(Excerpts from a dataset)

————————

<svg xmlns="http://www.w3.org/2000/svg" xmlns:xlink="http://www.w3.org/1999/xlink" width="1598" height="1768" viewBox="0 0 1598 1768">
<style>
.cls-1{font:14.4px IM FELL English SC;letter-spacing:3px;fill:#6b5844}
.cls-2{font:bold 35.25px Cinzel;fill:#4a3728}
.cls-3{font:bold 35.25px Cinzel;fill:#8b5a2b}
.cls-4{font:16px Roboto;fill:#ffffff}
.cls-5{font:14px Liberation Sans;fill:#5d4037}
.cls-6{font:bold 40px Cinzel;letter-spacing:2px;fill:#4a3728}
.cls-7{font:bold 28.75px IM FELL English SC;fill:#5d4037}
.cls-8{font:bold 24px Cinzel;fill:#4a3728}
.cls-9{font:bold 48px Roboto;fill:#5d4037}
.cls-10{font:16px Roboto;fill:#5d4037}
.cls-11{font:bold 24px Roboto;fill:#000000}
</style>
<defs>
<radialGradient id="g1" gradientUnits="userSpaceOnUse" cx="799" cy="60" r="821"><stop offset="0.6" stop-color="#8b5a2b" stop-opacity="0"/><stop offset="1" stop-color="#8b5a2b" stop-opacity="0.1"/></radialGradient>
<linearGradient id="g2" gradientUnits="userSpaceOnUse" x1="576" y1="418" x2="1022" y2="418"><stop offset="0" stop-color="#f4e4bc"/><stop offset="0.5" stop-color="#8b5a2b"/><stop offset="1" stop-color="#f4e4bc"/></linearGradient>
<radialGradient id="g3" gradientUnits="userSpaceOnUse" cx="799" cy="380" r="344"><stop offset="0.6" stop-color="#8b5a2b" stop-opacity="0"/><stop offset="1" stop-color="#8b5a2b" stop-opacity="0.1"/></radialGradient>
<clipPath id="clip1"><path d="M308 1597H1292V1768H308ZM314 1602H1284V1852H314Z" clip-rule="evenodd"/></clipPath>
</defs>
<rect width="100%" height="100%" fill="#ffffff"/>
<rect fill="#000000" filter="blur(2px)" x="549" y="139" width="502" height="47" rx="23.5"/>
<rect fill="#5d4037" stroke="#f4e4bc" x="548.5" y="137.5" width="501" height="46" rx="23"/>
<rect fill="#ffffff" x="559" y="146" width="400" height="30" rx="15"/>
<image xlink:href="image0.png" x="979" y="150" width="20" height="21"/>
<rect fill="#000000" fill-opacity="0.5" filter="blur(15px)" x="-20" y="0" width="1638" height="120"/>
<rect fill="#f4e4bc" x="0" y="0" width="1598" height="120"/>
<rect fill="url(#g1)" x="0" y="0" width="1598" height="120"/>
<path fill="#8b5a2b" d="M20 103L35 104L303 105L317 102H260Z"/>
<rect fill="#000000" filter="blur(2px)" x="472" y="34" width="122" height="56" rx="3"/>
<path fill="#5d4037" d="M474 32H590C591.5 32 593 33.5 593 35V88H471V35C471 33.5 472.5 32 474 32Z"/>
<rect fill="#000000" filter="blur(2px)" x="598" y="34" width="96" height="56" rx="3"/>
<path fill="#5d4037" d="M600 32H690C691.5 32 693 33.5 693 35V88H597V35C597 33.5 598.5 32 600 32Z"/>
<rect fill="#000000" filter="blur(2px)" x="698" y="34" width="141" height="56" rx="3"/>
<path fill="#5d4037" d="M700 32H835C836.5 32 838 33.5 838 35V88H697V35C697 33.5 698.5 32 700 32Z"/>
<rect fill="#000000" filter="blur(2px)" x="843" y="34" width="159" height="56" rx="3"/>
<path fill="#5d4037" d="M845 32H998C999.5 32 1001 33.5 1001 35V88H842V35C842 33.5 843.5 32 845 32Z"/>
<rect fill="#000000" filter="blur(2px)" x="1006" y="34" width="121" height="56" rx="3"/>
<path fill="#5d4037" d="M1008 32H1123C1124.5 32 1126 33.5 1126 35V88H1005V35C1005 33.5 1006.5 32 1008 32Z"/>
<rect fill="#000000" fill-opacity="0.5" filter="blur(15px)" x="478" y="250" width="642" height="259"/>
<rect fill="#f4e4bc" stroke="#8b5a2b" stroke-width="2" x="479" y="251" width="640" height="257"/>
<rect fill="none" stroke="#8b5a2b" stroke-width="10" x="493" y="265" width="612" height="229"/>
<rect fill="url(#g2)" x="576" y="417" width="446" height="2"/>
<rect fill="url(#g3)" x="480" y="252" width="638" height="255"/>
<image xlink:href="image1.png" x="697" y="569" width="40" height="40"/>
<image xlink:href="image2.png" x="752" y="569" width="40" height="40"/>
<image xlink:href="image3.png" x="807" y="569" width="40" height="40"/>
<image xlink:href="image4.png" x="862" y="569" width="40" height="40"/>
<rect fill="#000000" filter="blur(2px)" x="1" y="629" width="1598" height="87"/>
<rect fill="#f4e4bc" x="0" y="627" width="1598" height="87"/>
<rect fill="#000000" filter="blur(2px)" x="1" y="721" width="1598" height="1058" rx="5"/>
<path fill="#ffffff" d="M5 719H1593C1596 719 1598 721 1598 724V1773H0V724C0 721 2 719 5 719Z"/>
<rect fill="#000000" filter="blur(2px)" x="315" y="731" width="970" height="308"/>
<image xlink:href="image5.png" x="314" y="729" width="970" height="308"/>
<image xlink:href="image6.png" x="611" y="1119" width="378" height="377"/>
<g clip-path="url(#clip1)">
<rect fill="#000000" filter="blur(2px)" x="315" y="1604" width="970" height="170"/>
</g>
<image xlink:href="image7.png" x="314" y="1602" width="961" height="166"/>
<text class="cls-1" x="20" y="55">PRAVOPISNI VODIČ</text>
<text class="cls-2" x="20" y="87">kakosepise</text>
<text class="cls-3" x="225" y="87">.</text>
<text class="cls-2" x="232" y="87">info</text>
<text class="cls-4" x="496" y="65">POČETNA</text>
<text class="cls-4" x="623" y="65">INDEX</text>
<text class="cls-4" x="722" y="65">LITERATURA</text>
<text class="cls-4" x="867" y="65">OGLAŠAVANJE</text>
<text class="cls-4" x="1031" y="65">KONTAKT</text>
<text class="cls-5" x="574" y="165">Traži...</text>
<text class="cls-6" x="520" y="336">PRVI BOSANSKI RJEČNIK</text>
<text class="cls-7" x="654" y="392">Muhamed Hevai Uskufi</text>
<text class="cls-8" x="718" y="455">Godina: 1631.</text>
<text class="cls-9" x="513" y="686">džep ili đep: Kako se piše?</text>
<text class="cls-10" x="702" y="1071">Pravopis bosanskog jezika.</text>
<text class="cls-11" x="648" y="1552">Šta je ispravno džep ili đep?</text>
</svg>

————————

(AIM OF THE EXERCISE)
Count the lines of the data that contain the word "Cinzel", and give only that number.

(RESPONSE FOR THIS EXERCISE)
4